John H. Tietjen, a seminary president who led a mid-1970s revolt of moderates against fundamentalists in the Lutheran Church–Missouri Synod, and contributed to a three-way merger of Lutheran bodies in 1987, died at his home in Fort Worth, Texas, after a long struggle with cancer. He was 75.

His death on February 15 came only four days shy of the 30th anniversary of the 1974 exodus of students and faculty, including Tietjen, from the campus of Concordia Seminary, St. Louis. The next day, classes of Concordia Seminary in Exile (Christ Seminary-Seminex) began at Saint Louis University and at Eden Seminary in Webster Groves, Missouri.

The split widened within the LCMS, resulting in the formation of the Association of Evangelical Lutheran Churches (AELC) in 1976 by ex–Missouri Synod members, Tietjen among them. He later joined the new Evangelical Lutheran Church in America, which he helped to create.

Briefly an ELCA bishop in 1987 before quitting in an administrative dispute, Tietjen moved to Fort Worth for a pastoral post at Trinity Lutheran Church. Contemporaries praised Tietjen for his articulate views of academic integrity and Lutheran unity in a tumultous period.

“John Tietjen became the eye of the theological storm in the Missouri Synod because of his commitment to the gospel as the central theological doctrine of Lutheranism,” said Edgar M. Krentz, Christ Seminary-Seminex professor emeritus of New Testament at the Lutheran School of Theology at Chicago. “Confronted by accusations that the theological faculty of Concordia Seminary taught false doctrine, his theological sensitivity and his personal ethical integrity led to the faculty’s defense,” said Krentz. “Historians of Lutheranism in America will regard John Tietjen as one of the major theologians of the 20th century.”

In the 1980s, Tietjen served as a member of the Commission for a New Lutheran Church, which coordinated the merger of the AELC, the American Lutheran Church and the Lutheran Church in America into the ELCA.

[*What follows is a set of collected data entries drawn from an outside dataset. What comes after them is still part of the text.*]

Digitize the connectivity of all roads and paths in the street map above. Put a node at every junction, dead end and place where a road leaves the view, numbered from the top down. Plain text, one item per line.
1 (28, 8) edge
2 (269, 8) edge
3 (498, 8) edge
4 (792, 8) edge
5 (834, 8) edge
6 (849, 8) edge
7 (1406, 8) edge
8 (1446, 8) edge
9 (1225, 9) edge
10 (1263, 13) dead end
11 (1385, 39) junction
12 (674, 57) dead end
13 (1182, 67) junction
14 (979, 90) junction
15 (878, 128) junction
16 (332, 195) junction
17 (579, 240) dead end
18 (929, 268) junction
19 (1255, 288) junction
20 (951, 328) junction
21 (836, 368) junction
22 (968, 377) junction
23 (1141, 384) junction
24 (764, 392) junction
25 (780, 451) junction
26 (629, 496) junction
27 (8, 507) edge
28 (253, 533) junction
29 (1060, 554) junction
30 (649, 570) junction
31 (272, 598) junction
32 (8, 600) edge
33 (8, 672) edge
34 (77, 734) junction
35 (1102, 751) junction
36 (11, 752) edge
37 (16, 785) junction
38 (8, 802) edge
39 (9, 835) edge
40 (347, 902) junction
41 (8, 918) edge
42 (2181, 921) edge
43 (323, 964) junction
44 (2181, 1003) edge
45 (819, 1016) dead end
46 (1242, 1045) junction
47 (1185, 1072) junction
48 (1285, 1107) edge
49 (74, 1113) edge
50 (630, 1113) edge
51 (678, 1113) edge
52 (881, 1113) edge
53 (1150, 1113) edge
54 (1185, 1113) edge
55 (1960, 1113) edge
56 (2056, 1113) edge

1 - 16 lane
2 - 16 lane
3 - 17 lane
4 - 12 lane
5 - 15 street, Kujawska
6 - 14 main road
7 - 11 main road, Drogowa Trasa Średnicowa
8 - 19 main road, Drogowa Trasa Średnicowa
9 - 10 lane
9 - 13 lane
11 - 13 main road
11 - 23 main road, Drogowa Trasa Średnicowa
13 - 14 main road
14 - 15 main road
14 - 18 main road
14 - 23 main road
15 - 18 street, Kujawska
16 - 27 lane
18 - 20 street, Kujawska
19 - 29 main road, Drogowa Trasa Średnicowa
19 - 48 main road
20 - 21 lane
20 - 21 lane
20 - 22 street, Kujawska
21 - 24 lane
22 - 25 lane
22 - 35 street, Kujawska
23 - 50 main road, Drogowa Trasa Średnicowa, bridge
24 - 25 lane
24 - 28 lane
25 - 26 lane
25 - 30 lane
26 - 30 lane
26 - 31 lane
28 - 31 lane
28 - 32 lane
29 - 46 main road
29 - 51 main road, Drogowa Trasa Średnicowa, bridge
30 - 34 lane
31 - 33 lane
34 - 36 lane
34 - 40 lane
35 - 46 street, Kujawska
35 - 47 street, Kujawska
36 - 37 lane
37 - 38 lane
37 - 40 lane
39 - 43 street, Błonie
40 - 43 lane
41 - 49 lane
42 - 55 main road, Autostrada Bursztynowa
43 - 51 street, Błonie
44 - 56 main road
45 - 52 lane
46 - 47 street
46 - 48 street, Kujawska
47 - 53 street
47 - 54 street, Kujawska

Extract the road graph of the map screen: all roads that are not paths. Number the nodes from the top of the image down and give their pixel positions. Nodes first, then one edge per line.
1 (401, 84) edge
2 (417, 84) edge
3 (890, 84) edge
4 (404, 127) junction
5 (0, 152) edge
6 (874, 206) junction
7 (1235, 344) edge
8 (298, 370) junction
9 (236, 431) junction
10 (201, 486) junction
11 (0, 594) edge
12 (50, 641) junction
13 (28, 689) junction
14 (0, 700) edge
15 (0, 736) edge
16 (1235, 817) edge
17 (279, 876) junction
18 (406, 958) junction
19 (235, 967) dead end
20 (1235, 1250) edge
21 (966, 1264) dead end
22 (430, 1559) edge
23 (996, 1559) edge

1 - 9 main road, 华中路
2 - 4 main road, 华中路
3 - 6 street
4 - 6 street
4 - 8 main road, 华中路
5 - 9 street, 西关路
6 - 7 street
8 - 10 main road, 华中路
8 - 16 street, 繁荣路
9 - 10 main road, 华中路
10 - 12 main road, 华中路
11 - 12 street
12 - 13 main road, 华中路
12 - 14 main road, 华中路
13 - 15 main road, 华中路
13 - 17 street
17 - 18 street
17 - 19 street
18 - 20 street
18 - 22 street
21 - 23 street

“When the history of 20th-century Lutheranism in America is written, John Tietjen will receive a full chapter, and his name will be etched in memory,” said historian and Century columnist Martin E. Marty, who like Tietjen made the transition from the Missouri Synod to the new ELCA. “His writings on Lutheran unity will remain as references, but it is the effect of his life that will be felt most profoundly and most durably. He did not seek to be controversial, but he was drawn into front-line leadership in the 1970s and played a role in the formation of the ELCA,” Marty said.

Born and raised in New York, Tietjen earned his bachelor and master of divinity degrees from Concordia Seminary, St. Louis, and his master of sacred theology degree and his doctorate from Union Theological Seminary, New York.

The LCMS ordained Tietjen in 1953 in New Jersey, where he served two churches until 1966, when he headed public relations for the Lutheran Council in the U.S.A. In 1969 he became president of Concordia Seminary. The council was formed by the Missouri Synod, the ALC and the LCA to coordinate cooperative work, but the LCMS pulled out eventually over doctrinal disputes.

Tietjen wrote Which Way to Lutheran Unity? A History of Efforts to Unite the Lutherans of America (1966) and Memoirs in Exile (1990). When Arthur Carl Piepkorn, a Lutheran historian and theologian, died in 1973 while working on Profiles in Belief: The Religious Bodies of the United States and Canada, Tietjen saw the four-volume set to its completion and publication in 1977.